## Problem requirements
Select every line below containing the word "Deans".

## The data
——
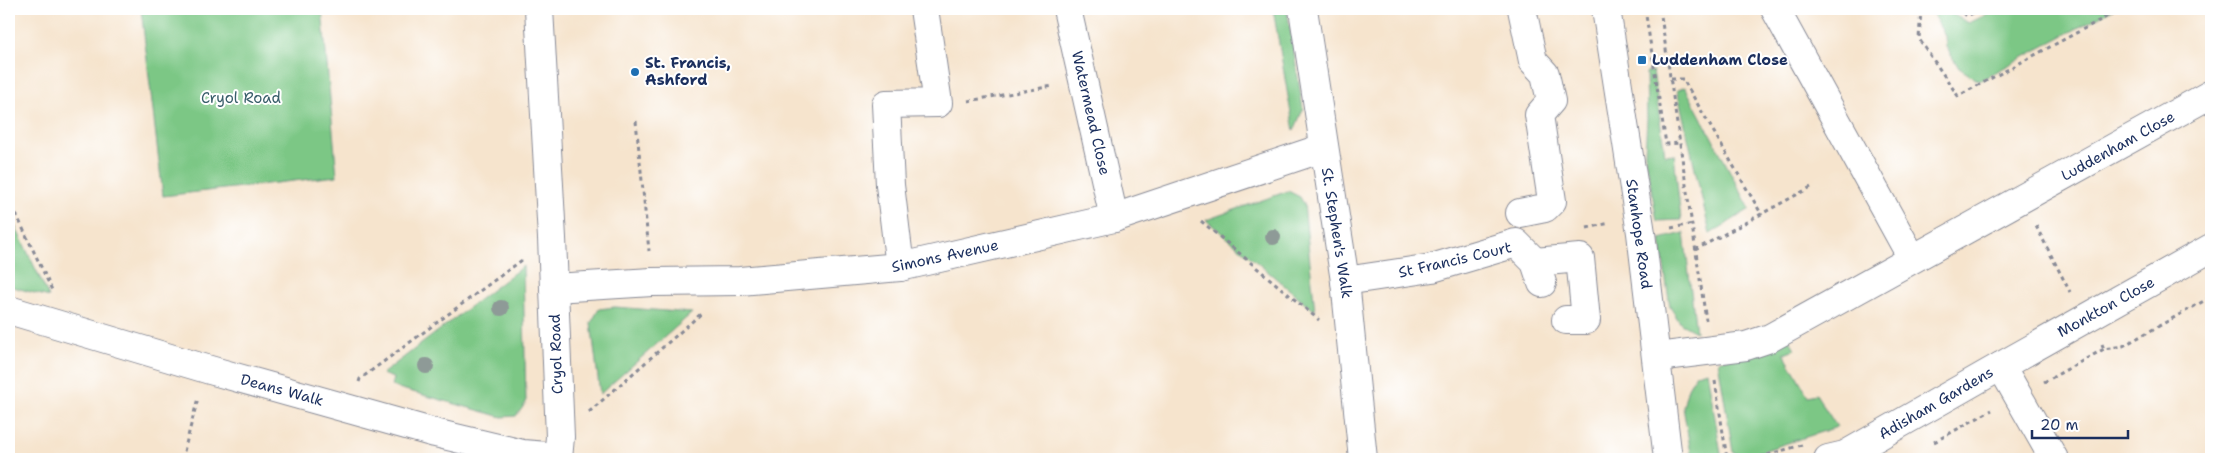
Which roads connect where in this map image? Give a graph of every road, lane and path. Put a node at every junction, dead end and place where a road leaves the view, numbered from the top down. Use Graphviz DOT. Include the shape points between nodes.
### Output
graph roads {
  1 [pos="539,9"];
  2 [pos="924,9"];
  3 [pos="1067,9"];
  4 [pos="1303,9"];
  5 [pos="1522,9"];
  6 [pos="1606,9"];
  7 [pos="1645,9"];
  8 [pos="1660,9"];
  9 [pos="1775,9"];
  10 [pos="1921,9"];
  11 [pos="1956,9"];
  12 [pos="1981,9"];
  13 [pos="2120,9"];
  14 [pos="1671,80"];
  15 [pos="1083,81"];
  16 [pos="2211,94"];
  17 [pos="938,102"];
  18 [pos="636,121"];
  19 [pos="1680,143"];
  20 [pos="1323,148"];
  21 [pos="1811,187"];
  22 [pos="2024,198"];
  23 [pos="9,199"];
  24 [pos="1762,215"];
  25 [pos="1114,218"];
  26 [pos="1197,218"];
  27 [pos="552,238"];
  28 [pos="2211,248"];
  29 [pos="1695,250"];
  30 [pos="1912,258"];
  31 [pos="1531,263"];
  32 [pos="900,267"];
  33 [pos="1345,281"];
  34 [pos="652,282"];
  35 [pos="554,288"];
  36 [pos="2211,297"];
  37 [pos="9,310"];
  38 [pos="704,312"];
  39 [pos="2087,318"];
  40 [pos="1566,320"];
  41 [pos="54,322"];
  42 [pos="1352,336"];
  43 [pos="1710,350"];
  44 [pos="1656,357"];
  45 [pos="2001,366"];
  46 [pos="210,370"];
  47 [pos="352,408"];
  48 [pos="589,412"];
  49 [pos="1806,444"];
  50 [pos="558,458"];
  51 [pos="182,459"];
  52 [pos="1363,459"];
  53 [pos="1668,459"];
  54 [pos="1727,459"];
  55 [pos="1752,459"];
  56 [pos="1828,459"];
  57 [pos="2054,459"];
  1 -- 27 [label="street, Cryol Road"];
  2 -- 17 [label="street"];
  3 -- 15 [label="street, Watermead Close"];
  4 -- 20 [label="street, St. Stephen's Walk"];
  5 -- 31 [label="street" via="1533,61 1545,74 1551,101 1539,115 1552,201 1545,208 1519,209"];
  6 -- 44 [label="street, Stanhope Road"];
  7 -- 19 [label="path" via="1666,144"];
  8 -- 14 [label="path"];
  9 -- 30 [label="street"];
  10 -- 13 [label="path" via="1919,39 1958,96"];
  11 -- 12 [label="path" via="1967,16"];
  14 -- 19 [label="path"];
  14 -- 24 [label="path" via="1683,79"];
  15 -- 17 [label="path" via="949,104"];
  15 -- 25 [label="street, Watermead Close"];
  16 -- 22 [label="street, Luddenham Close"];
  17 -- 32 [label="street" via="886,104 890,186"];
  18 -- 34 [label="path"];
  19 -- 29 [label="path"];
  20 -- 25 [label="street, Simons Avenue"];
  20 -- 33 [label="street, St. Stephen's Walk"];
  21 -- 24 [label="path"];
  22 -- 30 [label="street, Luddenham Close"];
  22 -- 39 [label="path" via="2034,224"];
  23 -- 41 [label="path" via="57,300"];
  24 -- 29 [label="path"];
  25 -- 32 [label="street, Simons Avenue"];
  26 -- 42 [label="path" via="1321,322 1326,340"];
  27 -- 35 [label="street, Cryol Road"];
  27 -- 47 [label="path" via="360,379"];
  28 -- 39 [label="street, Monkton Close"];
  29 -- 43 [label="path"];
  30 -- 43 [label="street, Luddenham Close" via="1770,338 1746,346"];
  31 -- 33 [label="street, St Francis Court" via="1432,268"];
  31 -- 40 [label="street, St Francis Court" via="1580,258 1586,320"];
  32 -- 34 [label="street, Simons Avenue" via="740,281"];
  33 -- 42 [label="street, St. Stephen's Walk"];
  34 -- 35 [label="street, Simons Avenue"];
  35 -- 50 [label="street, Cryol Road"];
  36 -- 39 [label="path" via="2123,346 2104,348"];
  37 -- 41 [label="street, Deans Walk"];
  38 -- 48 [label="path"];
  39 -- 45 [label="street, Monkton Close"];
  41 -- 46 [label="street, Deans Walk"];
  42 -- 52 [label="street, St. Stephen's Walk"];
  43 -- 44 [label="street, Luddenham Close"];
  43 -- 54 [label="path"];
  44 -- 53 [label="street, Stanhope Road"];
  45 -- 56 [label="street, Adisham Gardens" via="1846,455"];
  45 -- 57 [label="street, Adisham Gardens"];
  46 -- 47 [label="street, Deans Walk"];
  46 -- 51 [label="path" via="200,391"];
  47 -- 50 [label="street, Deans Walk" via="435,433 523,454"];
  49 -- 55 [label="path"];
}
——
## Worked solution
  37 -- 41 [label="street, Deans Walk"];
  41 -- 46 [label="street, Deans Walk"];
  46 -- 47 [label="street, Deans Walk"];
  47 -- 50 [label="street, Deans Walk" via="435,433 523,454"];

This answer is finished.